Video 4. Bead-Tracking mit Depolymerisation von Mikrotubuli-Enden. Glasperle mit Dam1 beschichtet ist, in Reise in einem Bogen, der angibt, dass er angebunden an das Deckglas von einem Mikrotubuli ist. Wenn Rhodamin-Fluoreszenz angeregt wird, wird die rote Kappe distal von der Raupe gesehen und bewegen sich synchron mit dem Wulst der Bewegung (Bilder in rot). Bald beginnt der Wulst bewegt gerichtet, während die bogenförmige Bewegung in der Amplitude (4D) abnimmt. DIC Bilder wurden über Rhodamin-Filterwürfel alle 300 ms erworben und gespielt 6 fps; Perle ist 1 um, Maßstab 5 um.
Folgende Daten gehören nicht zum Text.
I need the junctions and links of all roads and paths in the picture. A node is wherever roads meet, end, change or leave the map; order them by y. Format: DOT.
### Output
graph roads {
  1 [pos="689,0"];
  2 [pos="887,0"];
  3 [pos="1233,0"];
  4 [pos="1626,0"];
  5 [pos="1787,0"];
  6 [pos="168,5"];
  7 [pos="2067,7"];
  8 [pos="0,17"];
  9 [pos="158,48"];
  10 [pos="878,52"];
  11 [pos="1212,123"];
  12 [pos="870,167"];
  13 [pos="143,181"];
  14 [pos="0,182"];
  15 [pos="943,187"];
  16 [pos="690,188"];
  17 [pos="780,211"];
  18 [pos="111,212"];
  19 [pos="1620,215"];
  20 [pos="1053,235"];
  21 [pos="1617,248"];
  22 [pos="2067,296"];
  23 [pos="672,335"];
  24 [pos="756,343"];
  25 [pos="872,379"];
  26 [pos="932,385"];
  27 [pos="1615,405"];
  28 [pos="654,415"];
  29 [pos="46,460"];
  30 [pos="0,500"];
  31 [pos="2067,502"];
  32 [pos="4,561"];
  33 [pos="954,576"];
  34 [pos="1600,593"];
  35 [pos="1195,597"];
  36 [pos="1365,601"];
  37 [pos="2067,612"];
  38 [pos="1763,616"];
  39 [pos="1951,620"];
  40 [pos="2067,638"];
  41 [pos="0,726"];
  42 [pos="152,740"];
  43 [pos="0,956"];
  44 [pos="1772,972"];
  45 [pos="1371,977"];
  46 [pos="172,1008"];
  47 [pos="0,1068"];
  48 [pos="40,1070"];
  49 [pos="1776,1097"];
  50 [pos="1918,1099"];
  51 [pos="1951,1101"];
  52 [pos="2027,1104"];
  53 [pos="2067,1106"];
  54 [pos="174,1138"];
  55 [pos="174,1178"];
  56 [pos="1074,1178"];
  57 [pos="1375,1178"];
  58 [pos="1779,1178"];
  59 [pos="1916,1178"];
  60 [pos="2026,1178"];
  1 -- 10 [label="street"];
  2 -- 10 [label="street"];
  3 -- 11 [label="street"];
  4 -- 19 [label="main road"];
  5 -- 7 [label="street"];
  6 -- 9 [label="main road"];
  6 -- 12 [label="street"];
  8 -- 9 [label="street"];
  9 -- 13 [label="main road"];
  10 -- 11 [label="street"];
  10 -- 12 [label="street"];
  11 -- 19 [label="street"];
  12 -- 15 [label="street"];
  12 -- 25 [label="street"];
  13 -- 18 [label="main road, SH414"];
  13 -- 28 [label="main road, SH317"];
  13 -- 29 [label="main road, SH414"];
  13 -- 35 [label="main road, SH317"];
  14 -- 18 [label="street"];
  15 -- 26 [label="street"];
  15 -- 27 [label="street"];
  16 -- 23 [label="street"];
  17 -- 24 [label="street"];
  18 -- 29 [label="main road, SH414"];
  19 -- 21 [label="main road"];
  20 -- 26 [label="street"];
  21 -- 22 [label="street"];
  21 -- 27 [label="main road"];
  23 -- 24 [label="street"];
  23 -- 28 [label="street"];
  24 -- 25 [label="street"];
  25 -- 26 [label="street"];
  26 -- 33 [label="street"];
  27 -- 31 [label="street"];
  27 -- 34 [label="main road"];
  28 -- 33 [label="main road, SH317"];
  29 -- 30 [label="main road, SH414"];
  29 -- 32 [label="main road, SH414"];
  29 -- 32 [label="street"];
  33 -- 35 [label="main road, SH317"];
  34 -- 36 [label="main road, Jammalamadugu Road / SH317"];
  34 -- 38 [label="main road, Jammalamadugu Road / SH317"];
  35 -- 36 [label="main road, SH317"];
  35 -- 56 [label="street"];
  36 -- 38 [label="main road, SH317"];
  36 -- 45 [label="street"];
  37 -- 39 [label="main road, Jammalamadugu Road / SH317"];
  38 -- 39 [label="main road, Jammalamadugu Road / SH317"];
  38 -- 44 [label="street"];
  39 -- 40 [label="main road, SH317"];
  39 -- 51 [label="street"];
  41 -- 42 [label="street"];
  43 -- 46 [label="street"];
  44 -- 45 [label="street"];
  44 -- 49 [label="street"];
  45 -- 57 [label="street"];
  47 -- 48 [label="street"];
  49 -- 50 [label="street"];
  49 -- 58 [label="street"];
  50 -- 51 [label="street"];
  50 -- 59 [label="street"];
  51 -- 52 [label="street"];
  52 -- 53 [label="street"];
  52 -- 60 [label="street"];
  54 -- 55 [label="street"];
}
Video 5. Kinesin-beschichtete Kügelchen bewegen bidirektional auf der segmentierten Mikrotubuli. Imaging beginnt nach dem Wulst-CoAten mit voller Länge CENP-E Kinesin wurde auf der Mikrotubuli (MT) Wand. Der Pfeil zeigt auf die Anfangsposition Wulst. Die Wulst ist zu sehen, weg von dem Pfeil, der Motor geht auf das Plus-Ende der Mikrotubuli. Bald nach der Plus-Endkappe ist beleuchtet (Pfeilspitze, rot-Bilder), beginnt die Raupe in die entgegengesetzte Richtung zu bewegen. Nur in voller Länge CENP-E Kinesin koppeln können Bewegung der Perle der Verkürzung der Mikrotubuli Ende. Beads mit abgeschnittenen CENP-E beschichtet ist, kann in Richtung des Plus-MT Ende zu bewegen, aber sie lösen bald nach der Mikrotubuli-Depolymerisation ausgelöst wird (vgl. Figuren 4F und 4G). DIC Bilder wurden alle 1 Sek. erworben und spielte bei 16 fps; Perle ist 0,5 um.

Die Autoren haben nichts zu offenbaren.